D. Jorge Ortiga considera texto importante para avaliação dos programas eleitorais
Encíclica chega «na hora exacta»
para a sociedade portuguesa
O presidente da Conferência Episcopal Portuguesa (CEP), D. Jorge Ortiga, defendeu, em Fátima, que a encíclica “Caritas in veritate”, de Bento XVI, chega «na hora exacta», destacando a importância que o texto pode ter para a avaliação dos programas políticos nas próximas eleições, no nosso país.
Num encontro inédito, destinado a apresentar o novo documento do Papa, o Arcebispo de Braga disse ser necessário discutir o texto «com a sociedade portuguesa», em especial para ajudar a formar um voto mais «consciente», como a CEP já tinha pedido na sua última Assembleia Plenária.
«Esta carta encíclica, se fosse lida e meditada por todos os cristãos e particularmente também pelos políticos, num tempo de eleições que se aproxima estou convencido que seria muito útil», defendeu o prelado.
De acordo com D. Jorge Ortiga, «a Igreja não se quer intrometer em questões políticas, mas há uma doutrina que se repercute em vários sectores da vida».
Nesse sentido, defendeu que “Caritas in veritate” contém um «conjunto de orientações que poderão enriquecer muito a sociedade portuguesa».
«É necessário projectar de novo o nosso caminho», encontrando regras e formas novas de compromisso, acrescentou o presidente da CEP, para quem a crise exige «novos paradigmas de vida», em termos individuais e sociais.

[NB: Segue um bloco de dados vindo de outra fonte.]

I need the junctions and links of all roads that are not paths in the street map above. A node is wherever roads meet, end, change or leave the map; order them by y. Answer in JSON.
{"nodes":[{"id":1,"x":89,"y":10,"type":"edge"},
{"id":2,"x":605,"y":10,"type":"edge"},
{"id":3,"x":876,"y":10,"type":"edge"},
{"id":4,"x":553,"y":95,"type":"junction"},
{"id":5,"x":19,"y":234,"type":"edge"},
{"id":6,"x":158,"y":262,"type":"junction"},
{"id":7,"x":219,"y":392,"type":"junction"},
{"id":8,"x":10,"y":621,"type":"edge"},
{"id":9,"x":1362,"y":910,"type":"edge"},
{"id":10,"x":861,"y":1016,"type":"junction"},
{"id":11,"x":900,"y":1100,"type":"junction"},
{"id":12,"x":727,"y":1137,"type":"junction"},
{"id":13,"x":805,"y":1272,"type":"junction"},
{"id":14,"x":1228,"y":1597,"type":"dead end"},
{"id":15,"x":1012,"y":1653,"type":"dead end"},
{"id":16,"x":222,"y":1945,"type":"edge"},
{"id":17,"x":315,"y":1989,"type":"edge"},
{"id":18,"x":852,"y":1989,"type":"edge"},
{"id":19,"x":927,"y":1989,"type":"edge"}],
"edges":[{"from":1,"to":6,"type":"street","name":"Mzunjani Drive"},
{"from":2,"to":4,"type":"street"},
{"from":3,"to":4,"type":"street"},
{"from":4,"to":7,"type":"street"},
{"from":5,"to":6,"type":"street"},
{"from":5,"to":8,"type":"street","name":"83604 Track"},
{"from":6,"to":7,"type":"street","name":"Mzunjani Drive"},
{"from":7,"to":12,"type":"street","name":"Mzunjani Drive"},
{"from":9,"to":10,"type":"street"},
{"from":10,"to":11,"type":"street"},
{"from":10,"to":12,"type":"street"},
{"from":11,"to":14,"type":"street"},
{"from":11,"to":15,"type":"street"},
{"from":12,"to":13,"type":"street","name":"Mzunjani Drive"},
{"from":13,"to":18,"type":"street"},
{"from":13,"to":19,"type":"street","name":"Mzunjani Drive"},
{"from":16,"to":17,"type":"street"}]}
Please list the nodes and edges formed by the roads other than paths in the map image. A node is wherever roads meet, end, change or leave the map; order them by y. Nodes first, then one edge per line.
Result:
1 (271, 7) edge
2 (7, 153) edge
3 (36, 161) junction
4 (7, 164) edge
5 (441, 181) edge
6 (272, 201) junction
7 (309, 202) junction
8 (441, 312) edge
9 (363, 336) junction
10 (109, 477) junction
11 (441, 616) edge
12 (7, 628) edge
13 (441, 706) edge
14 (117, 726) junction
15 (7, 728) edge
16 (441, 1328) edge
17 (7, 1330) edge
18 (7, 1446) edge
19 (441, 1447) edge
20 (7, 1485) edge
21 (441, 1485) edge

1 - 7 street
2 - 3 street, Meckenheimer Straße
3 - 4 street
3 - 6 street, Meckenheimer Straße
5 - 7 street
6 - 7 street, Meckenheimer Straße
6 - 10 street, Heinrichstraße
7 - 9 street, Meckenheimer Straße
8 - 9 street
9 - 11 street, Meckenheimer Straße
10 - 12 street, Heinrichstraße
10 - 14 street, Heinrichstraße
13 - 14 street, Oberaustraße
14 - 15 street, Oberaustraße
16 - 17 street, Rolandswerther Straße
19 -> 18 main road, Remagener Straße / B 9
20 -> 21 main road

Comentando o título dado pelo Papa à sua terceira encíclica, o Arcebispo de Braga sublinhou que o amor «impele as pessoas a comprometerem-se» e que «a Igreja tem de denunciar determinadas situações em nome da verdade».
Nesse sentido, disse esperar que a carta «chegue ao coração da sociedade portuguesa».
Esta iniciativa inédita visou colocar a Igreja em diálogo «com toda a sociedade».
Aos jornalistas, o presidente da CEP disse ainda que na reunião do Conselho Permanente deste organismo, que decorreu em Fátima, não se abordou em profundidade a nova encíclica porque em cima da mesa estavam questões pendentes para a regulamentação da Concordata.
«Esta regulamentação tem sido feita, particularmente nos últimos tempos, a partir de diálogo sobre os documentos, em várias instâncias. Temos estado neste quase jogo de pingue-pongue», indicou.
«Esperemos que já se esteja a chegar ao fim», acrescentou, admitindo que alguns aspectos ainda necessitarão de uma abordagem posterior.